東海村の素粒子実験施設での放射能漏れ(2)

2)加速器の性能と安全対策
加速器の性能は、文科省の承認証には①加速粒子、②最大加速エネルギー、③加速粒子の最大電流値、が明記され、その範囲以内でしか運転が出来ません。この範囲内であれば、正常な使用状態では、法令の各種規制値を上回ることが無い旨の証明が、申請書でなされているのです。
それ以上の性能が出てしまったらどうなるか?。例えば環境中に漏洩する放射線量が規制値より高くなるので、放射線量のレベルをキャッチして加速器のビームを止めるなどの安全装置が何重にも施されているはずです(インターロックシステム)。インターロックシステムは、その施設で作業者が安全に仕事をするためだけでなく、施設外の一般住民に対しても安全を保証するための不可欠の装置なのです。申請書でも説明が必要な重要項目の一つです。
従って、インターロックの解除キーは極めて重要で、普通は放射線取扱主任者が鍵のかかった保管箱に厳重に保管していて、主任者の許可無くしては解除できないはずです。
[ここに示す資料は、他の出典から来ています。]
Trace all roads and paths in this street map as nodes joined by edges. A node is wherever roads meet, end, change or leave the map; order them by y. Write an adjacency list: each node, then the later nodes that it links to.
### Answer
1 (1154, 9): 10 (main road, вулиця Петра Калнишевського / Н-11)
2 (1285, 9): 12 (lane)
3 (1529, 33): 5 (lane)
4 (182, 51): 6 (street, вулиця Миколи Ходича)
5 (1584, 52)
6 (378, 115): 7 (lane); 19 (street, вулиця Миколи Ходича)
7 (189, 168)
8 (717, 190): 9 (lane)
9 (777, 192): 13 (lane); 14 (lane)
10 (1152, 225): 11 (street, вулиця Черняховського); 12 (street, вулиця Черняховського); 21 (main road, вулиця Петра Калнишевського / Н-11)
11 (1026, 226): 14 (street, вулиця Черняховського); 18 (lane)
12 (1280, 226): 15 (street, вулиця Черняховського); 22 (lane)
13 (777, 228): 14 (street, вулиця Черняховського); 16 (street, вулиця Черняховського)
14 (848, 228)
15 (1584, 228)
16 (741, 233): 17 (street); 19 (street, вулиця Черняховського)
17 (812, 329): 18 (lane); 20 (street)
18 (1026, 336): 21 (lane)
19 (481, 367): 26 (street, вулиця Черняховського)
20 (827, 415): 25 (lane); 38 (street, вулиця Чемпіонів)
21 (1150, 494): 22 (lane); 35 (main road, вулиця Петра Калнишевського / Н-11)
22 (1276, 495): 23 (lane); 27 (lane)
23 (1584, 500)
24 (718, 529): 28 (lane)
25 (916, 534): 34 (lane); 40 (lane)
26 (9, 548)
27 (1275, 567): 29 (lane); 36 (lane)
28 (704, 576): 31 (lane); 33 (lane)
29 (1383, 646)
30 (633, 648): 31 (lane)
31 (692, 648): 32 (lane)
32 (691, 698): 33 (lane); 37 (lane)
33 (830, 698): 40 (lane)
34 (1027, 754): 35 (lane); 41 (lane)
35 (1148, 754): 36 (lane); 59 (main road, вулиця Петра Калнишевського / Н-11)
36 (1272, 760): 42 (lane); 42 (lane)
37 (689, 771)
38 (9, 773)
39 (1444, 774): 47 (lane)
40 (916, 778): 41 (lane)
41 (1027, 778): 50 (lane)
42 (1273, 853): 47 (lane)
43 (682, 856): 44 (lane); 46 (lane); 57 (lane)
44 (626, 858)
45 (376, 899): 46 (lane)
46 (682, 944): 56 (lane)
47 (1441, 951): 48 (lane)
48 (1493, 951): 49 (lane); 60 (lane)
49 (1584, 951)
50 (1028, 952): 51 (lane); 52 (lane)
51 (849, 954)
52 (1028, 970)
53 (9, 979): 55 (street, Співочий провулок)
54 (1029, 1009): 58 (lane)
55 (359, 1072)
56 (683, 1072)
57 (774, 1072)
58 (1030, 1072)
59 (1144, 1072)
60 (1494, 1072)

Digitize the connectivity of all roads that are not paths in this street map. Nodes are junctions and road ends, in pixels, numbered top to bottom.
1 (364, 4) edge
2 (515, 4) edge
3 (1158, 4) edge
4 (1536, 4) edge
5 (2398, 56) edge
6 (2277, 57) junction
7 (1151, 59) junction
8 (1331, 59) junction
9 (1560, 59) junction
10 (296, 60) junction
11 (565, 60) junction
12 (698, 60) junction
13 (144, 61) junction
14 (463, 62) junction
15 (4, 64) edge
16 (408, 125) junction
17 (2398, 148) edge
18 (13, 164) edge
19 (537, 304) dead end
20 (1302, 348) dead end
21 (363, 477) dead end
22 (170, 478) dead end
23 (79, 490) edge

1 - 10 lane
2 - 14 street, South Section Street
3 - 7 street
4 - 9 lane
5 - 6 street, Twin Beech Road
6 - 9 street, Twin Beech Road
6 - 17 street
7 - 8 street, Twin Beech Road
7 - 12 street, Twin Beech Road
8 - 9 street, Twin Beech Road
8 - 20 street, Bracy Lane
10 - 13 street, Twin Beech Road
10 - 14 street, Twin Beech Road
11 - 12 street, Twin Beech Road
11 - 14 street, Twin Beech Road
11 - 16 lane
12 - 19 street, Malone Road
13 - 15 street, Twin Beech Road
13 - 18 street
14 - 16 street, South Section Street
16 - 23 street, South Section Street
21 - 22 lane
しかし今回の事故では、誰かがインターロックを解除して実験を続けたようですね。今回の事故では、主任者にはインターロックキーの管理のずさんさが責められます。さらに、解除操作をした研究者(放射線業務従事者)には、放射線作業を行う資格の剥奪が、求められます。一時的かもしれませんが、研究生命を絶たれます。それぐらい重大な約束違反です。この研究者だけでなく、日常茶飯事、誰かがインターロックの解除をして運転が行われていたとすると・・・・、背筋が寒くなります。でも私は、有りうることだと思っています。